[olpc-software] graceful handling of out-of-memory conditions

Christopher Blizzard blizzard at redhat.com
Wed Mar 29 21:59:31 UTC 2006


Havoc Pennington wrote:
> On top of that, it seems to be widely accepted that teenagers talking to 
> teenagers these days use IM instead of email virtually always, using 
> email only to talk to adults or web stores or what have you.
> 
> What this means is that a kids' laptop in the US could easily just punt 
> and say "get a hotmail/gmail/yahoo account"
> 
> I won't pretend to know how email fits in to One Laptop Per Child, but 
> if a "thick client" mail app is uninteresting to US teenagers, perhaps 
> there are creative ways to avoid needing one on the global laptop too.

I think the answer here is "something in the middle."  Being able to 
read mail offline is pretty important, but keeping things simple and 
easy to use is important.  Right now on Linux we have the two extremes: 
easy via webmail or crazy-stupid-complex mail clients.  Mail clients 
tend to adapt to everyone's environements.  (Kind of like cracking out 
gnome-terminal?)

One of the nice things we can do here is to be able to dictate some of 
the environment.  The carrot being that we can provide an easy to use 
interface with a clean method for configuration and the stick being that 
we don't really have any other options available.

As for chat, we need to move to something that supports both servers and 
peer-to-peer - at least from the interface standpoint.  People have 
brought up using jabber for the servers and there appears to be little 
consensus on the peer to peer aspects; I have inventing, but it's clear 
that we're going to have to do some of that, especially on the interface 
side.  Nearly everything I've seen that's out there has serious problems 
in the context of OLPC.

> 
> Possible questions, Where does the IMAP server live in the envisioned 
> One Laptop Per Child deployment? Could a webmail server live there 
> instead for example? To what extent will the kids be using some sort of 
> chat, vs. email, and who will the kids be chatting with or emailing?
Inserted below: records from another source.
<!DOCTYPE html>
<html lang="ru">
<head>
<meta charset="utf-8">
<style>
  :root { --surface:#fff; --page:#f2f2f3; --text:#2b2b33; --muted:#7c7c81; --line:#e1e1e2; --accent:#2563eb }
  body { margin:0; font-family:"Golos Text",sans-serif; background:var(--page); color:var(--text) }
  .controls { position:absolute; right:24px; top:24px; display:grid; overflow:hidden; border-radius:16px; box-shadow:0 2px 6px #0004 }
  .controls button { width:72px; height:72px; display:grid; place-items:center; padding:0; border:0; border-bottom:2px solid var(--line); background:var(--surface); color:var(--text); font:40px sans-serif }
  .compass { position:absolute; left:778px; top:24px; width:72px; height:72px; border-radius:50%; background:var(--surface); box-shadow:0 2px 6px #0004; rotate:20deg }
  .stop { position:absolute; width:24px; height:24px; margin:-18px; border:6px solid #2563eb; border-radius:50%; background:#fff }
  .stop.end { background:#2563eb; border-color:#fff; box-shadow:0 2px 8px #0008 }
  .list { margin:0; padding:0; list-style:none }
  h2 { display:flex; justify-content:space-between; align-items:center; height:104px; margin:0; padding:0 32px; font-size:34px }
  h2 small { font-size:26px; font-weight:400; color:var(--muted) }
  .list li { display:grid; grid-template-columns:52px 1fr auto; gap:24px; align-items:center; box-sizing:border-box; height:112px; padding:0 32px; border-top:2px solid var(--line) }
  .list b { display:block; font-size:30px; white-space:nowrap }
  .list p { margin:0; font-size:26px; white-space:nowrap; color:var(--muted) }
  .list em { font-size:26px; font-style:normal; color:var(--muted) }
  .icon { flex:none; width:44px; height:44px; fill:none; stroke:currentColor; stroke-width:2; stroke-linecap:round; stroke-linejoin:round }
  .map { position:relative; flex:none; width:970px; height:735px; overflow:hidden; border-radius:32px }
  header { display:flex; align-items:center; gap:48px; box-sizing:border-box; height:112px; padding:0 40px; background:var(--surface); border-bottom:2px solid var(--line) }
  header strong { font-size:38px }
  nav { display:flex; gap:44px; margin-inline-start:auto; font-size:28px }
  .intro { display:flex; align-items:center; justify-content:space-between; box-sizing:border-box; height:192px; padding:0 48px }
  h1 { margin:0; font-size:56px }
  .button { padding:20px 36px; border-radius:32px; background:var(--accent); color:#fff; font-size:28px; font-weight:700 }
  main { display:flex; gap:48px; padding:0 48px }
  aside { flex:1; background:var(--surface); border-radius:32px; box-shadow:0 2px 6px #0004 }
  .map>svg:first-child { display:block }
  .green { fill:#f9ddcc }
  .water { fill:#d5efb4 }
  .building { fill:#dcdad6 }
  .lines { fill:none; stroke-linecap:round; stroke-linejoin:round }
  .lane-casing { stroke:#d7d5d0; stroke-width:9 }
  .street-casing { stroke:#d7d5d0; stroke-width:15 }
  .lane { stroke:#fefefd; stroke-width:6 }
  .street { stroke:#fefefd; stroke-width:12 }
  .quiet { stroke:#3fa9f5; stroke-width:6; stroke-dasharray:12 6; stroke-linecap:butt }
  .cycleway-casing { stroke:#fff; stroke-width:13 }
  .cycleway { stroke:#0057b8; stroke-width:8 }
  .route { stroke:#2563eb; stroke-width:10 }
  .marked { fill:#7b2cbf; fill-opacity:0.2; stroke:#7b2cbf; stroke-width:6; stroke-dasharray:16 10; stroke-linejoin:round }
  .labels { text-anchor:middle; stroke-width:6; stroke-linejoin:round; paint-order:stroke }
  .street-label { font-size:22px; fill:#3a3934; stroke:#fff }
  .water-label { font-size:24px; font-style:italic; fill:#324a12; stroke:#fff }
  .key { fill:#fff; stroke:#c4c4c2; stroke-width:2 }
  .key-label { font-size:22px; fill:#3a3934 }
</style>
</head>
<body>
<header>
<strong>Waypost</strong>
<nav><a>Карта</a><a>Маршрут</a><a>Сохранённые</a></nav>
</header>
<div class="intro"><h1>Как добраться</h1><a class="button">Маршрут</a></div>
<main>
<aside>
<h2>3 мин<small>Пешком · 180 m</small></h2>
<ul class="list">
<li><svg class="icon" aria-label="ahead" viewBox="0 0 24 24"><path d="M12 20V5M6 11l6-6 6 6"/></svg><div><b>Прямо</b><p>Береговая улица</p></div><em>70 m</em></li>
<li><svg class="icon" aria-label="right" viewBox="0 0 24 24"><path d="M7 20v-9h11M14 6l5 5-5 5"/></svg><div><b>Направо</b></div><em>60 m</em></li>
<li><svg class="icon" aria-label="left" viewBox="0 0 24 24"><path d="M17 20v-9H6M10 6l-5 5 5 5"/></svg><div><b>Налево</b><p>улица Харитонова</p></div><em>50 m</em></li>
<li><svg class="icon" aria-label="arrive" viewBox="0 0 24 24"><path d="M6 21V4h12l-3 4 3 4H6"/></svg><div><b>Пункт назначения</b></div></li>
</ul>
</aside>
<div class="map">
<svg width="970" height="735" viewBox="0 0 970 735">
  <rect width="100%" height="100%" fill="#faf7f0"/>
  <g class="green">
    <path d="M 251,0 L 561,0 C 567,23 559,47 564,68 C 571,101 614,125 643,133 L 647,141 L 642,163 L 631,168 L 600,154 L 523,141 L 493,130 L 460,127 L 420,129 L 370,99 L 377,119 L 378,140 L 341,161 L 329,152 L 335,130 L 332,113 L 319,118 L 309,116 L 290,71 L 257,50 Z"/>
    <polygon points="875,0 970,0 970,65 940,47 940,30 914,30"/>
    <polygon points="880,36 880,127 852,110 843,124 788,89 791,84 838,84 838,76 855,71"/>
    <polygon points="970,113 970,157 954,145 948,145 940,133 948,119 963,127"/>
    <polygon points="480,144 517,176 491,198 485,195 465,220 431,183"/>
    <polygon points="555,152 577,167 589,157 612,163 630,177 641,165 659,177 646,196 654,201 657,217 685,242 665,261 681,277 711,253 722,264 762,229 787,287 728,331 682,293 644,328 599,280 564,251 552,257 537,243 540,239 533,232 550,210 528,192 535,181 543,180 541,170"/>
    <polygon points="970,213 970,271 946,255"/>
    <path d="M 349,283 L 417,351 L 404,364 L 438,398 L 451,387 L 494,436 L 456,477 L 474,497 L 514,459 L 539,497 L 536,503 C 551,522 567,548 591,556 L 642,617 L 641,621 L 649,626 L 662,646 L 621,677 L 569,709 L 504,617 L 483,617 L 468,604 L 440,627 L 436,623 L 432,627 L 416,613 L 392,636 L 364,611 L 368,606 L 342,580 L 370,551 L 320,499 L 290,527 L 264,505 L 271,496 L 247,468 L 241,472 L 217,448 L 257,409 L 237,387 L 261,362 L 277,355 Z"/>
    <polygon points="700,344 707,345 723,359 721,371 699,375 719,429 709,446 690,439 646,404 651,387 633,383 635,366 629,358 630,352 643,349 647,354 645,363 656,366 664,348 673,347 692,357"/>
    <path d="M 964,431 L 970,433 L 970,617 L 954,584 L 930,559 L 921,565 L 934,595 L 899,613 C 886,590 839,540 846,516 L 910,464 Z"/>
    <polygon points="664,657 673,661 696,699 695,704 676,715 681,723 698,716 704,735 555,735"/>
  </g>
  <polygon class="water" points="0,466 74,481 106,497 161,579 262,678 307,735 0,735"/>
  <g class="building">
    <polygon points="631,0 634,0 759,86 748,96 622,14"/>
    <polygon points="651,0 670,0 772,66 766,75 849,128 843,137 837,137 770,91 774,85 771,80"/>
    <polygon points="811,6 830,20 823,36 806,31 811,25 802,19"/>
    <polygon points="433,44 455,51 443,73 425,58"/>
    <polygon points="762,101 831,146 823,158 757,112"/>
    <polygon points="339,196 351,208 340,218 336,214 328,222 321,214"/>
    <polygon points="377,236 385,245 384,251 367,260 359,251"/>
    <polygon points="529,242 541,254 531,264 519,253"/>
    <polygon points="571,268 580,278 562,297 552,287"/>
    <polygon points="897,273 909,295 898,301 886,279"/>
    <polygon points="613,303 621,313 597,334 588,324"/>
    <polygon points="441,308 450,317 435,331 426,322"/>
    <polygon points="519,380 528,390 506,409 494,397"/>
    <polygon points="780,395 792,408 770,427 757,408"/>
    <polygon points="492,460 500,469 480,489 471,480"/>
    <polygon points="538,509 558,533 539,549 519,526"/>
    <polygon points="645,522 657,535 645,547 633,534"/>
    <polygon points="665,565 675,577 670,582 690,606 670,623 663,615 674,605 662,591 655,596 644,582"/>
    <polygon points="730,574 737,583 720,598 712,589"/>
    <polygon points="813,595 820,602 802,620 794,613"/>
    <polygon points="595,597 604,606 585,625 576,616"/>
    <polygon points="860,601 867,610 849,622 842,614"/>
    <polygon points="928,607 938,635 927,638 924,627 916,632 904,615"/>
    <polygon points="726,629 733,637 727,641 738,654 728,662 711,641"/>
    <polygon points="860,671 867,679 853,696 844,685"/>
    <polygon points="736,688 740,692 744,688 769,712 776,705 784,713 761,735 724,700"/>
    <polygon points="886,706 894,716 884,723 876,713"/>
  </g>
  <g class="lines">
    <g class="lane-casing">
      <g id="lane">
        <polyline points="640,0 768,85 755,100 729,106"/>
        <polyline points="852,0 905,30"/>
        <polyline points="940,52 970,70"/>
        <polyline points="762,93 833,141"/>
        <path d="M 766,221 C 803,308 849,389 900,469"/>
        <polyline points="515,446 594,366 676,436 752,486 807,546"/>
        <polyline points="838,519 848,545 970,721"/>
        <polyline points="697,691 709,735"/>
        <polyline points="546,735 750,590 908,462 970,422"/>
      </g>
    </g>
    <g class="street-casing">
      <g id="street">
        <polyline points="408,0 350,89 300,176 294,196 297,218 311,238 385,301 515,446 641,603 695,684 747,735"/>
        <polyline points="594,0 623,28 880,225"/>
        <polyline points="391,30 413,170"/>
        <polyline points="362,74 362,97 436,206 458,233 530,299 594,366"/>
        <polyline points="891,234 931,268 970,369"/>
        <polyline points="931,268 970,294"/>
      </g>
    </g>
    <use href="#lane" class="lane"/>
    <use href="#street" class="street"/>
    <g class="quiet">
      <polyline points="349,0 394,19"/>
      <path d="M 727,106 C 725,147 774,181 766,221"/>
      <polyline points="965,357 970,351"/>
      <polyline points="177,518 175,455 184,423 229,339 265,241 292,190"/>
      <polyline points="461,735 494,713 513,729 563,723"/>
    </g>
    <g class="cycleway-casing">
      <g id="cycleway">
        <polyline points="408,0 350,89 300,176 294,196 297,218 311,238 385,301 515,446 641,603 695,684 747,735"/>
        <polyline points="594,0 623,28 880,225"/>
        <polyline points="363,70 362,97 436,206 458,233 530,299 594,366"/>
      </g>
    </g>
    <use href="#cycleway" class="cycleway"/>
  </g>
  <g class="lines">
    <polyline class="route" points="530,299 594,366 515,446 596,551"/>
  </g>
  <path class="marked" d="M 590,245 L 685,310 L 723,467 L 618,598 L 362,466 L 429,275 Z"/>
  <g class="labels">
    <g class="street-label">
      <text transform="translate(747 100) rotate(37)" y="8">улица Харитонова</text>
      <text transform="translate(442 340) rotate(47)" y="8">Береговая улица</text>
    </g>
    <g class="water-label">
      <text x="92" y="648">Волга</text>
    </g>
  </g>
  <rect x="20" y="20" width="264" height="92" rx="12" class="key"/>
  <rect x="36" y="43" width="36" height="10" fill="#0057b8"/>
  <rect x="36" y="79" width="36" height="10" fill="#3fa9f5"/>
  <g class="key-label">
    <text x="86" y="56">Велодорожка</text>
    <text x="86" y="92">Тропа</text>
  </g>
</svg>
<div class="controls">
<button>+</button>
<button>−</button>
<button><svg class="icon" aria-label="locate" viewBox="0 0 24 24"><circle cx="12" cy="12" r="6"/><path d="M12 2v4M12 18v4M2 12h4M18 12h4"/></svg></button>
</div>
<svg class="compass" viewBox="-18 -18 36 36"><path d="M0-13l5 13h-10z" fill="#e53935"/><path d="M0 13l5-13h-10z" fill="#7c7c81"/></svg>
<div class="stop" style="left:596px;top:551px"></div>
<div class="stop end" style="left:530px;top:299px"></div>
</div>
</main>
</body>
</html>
The model that we've been talking about using is that there's a small 
server that sits in each school.  This server isn't really anything more 
than the laptop that you see with a disk enclosure added to the back to 
a USB port.  The idea is that the software and experience is as close to 
the same as the laptop itself.  That is, it's largely autonomous and 
self managing, patches are applied in exactly the same way, etc.  The 
only difference being some switches that are flipped that say "I'm a 
server" and then it starts acting like one.